*** Opening of Available data ***

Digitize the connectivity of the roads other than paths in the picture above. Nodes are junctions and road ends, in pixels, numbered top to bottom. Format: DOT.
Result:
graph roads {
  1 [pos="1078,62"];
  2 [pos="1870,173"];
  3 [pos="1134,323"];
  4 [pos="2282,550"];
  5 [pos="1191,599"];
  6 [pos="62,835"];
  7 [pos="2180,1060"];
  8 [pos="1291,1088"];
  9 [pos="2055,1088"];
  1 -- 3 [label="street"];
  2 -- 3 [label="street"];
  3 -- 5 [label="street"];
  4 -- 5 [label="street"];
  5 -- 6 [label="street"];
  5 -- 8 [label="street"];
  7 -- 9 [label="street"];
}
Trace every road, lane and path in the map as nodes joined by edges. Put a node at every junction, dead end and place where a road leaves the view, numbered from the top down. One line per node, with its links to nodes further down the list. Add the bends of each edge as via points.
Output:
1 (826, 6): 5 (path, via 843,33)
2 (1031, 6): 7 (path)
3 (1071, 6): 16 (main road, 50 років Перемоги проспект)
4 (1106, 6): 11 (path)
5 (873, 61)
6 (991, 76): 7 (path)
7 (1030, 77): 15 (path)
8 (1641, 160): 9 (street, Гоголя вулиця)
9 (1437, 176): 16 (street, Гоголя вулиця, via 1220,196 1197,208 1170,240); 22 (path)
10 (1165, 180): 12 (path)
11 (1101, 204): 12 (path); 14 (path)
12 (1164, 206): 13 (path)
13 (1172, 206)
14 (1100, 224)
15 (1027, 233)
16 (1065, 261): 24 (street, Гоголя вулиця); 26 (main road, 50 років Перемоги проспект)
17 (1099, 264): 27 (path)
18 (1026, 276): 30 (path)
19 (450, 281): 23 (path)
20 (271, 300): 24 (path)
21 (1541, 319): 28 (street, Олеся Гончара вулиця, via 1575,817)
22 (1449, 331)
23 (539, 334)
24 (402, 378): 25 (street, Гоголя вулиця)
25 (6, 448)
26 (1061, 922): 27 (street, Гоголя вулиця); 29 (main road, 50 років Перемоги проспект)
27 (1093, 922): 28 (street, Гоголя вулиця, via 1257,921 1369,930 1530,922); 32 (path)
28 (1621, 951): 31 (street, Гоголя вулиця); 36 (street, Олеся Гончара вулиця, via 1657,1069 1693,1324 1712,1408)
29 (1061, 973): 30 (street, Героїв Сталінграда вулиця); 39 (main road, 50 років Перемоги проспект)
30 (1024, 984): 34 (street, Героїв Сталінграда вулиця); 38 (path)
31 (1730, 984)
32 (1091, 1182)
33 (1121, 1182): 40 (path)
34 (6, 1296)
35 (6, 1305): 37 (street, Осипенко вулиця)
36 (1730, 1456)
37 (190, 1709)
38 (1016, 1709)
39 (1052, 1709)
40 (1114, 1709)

*** Close of Available data ***

Beginning at the first line of the records, retype exactly every line up to and including the one with "Trace every road, lane".

▸ **Written response**
Digitize the connectivity of the roads other than paths in the picture above. Nodes are junctions and road ends, in pixels, numbered top to bottom. Format: DOT.
Result:
graph roads {
  1 [pos="1078,62"];
  2 [pos="1870,173"];
  3 [pos="1134,323"];
  4 [pos="2282,550"];
  5 [pos="1191,599"];
  6 [pos="62,835"];
  7 [pos="2180,1060"];
  8 [pos="1291,1088"];
  9 [pos="2055,1088"];
  1 -- 3 [label="street"];
  2 -- 3 [label="street"];
  3 -- 5 [label="street"];
  4 -- 5 [label="street"];
  5 -- 6 [label="street"];
  5 -- 8 [label="street"];
  7 -- 9 [label="street"];
}
Trace every road, lane and path in the map as nodes joined by edges. Put a node at every junction, dead end and place where a road leaves the view, numbered from the top down. One line per node, with its links to nodes further down the list. Add the bends of each edge as via points.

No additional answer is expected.